Bien sûr, et heureusement, ils ne deviennent pas les nouveaux quoique se soit, ne se compromettent pas, ne basculent pas dans la médiocrité ou la dope (le saviez-vous ? le terme « Supergrass » ne fait pas référence à la drogue, mais c’est un terme de la pègre britonne qui désigne les « super-mouchards » demandant la protection de la police après avoir tout balancé. Eh ouais.). Leurs albums suivants sont tout aussi recommandables, toujours dans la même veine de pop catchy mais tous différents. Et puis en 2010, c’est la séparation, sans perte ni fracas, avec un concert final à la Cigale, à Paris (Ils ont toujours été très francophiles, un de leurs meilleurs albums s’intitule « Road To Rouen »).

Divers projets solos ou en duo (comme un récent hommage au « Sgt Pepper » des Beatles), des albums assez dispensables de Gaz Coombes plus tard, le batteur Danny Goffey revient donc aujourd’hui avec « Schtick », un album façon Supergrass pur jus, avec des chœurs chatoyants qui donnent envie de remuer du bassin et de claquer des doigts. Voilà les enfants.
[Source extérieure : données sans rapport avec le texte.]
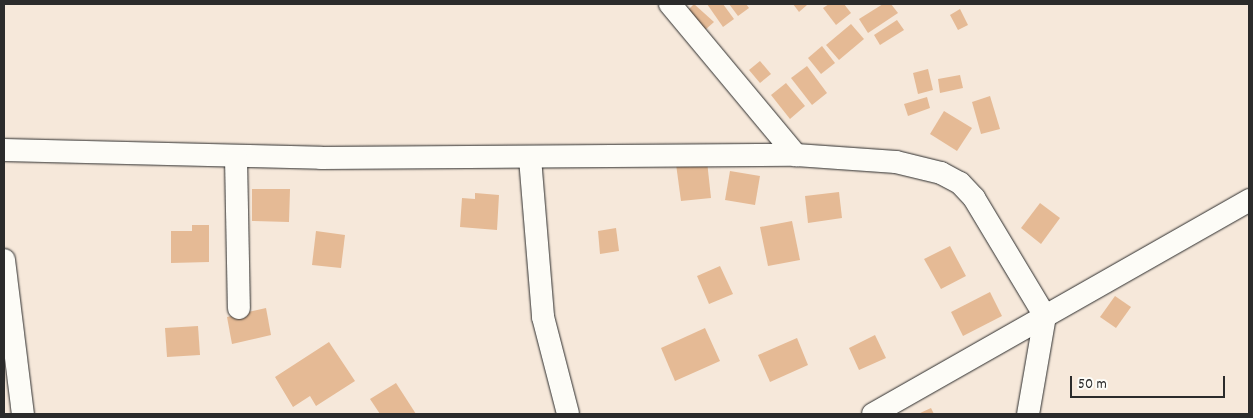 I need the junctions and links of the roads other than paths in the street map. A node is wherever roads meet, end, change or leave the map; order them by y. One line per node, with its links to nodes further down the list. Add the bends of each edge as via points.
1 (670, 4): 3 (street)
2 (4, 150): 4 (street)
3 (796, 155): 5 (street); 9 (street, via 896,162 941,174 960,183 974,198)
4 (236, 158): 5 (street); 8 (street)
5 (530, 158): 11 (street, via 542,317)
6 (1249, 200): 9 (street)
7 (4, 260): 10 (street)
8 (240, 308)
9 (1045, 316): 12 (street); 13 (street)
10 (23, 414)
11 (568, 414)
12 (874, 414)
13 (1028, 414) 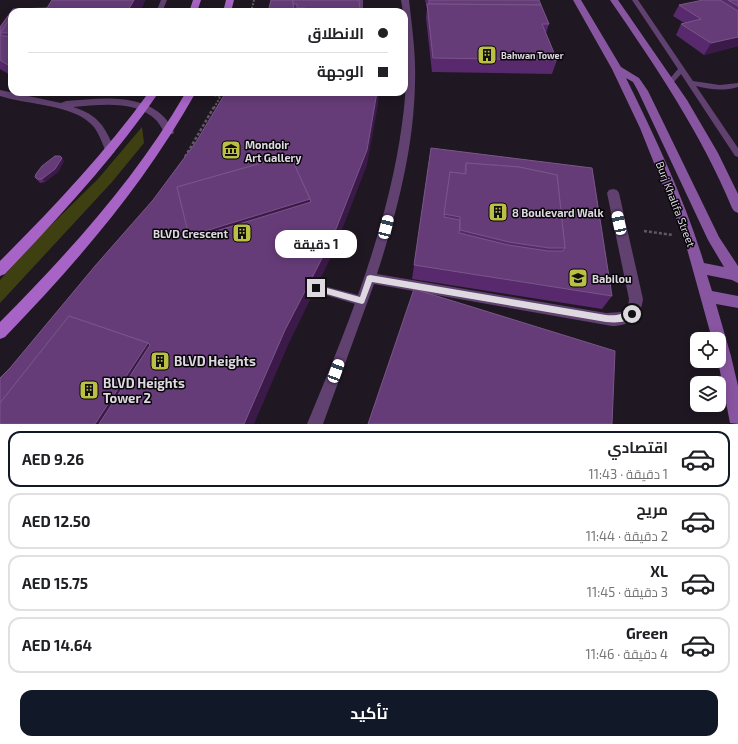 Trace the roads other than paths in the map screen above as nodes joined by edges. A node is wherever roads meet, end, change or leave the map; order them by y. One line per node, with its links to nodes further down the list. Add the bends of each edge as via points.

Maintenant, Papy est fatigué. Il va piquer un roupillon (non sans vous donner une petite sélection de titres, excusez du peu…)

She’s So Loose (sur l’album «  I Should Coco ») : dès le début on est enveloppé dans une atmosphère de polar, ou de fuite en bagnole, la nuit. Les gamins (ils n’ont alors pas encore 20 ans) nous balancent un blues avec solo et tout le tremblement…

Richard III (sur l’album « In It For The Money ») : morceau plus sombre (mais quand même catchy, comment font-ils ?), avec un solo de Theremine (excusez du p… TA GUEULE !)

Pumping On Your Stereo (sur l’album « Supergrass ») : un jour, dans le dictionnaire, au moment « irrésistible », il y aura ce morceau. Ok, ça ne veut rien dire, mais vous voyez l’idée…

St. Petersburg (sur l’album « Road To Rouen ») : parce que même en enregistrant leur « album de la maturité », ils parviennent à ne pas être chiants. Chapeau (le même que dans le clip).

Just Dropped In (sur la réédition de « I Should Coco ») : presque aussi bien que la version originale par Kenny Loggins dans « the Big Lebovski ». C’est dire.

4 commentaires

  1. Pour les avoirs vu quelques fois en concert( Marseille, Barcelone) Supergrass était aussi très bon en live , un vrai groupe de rock (pour faire cliché) nerveux et racé et effectivement sincères, sans poses bidons de rock star à la Gallagher.
    Une sorte de mix entre Spiders from Mars et les Buzzcocks.
    Perso leurs album “Life on others planet” est peut être leurs meilleurs.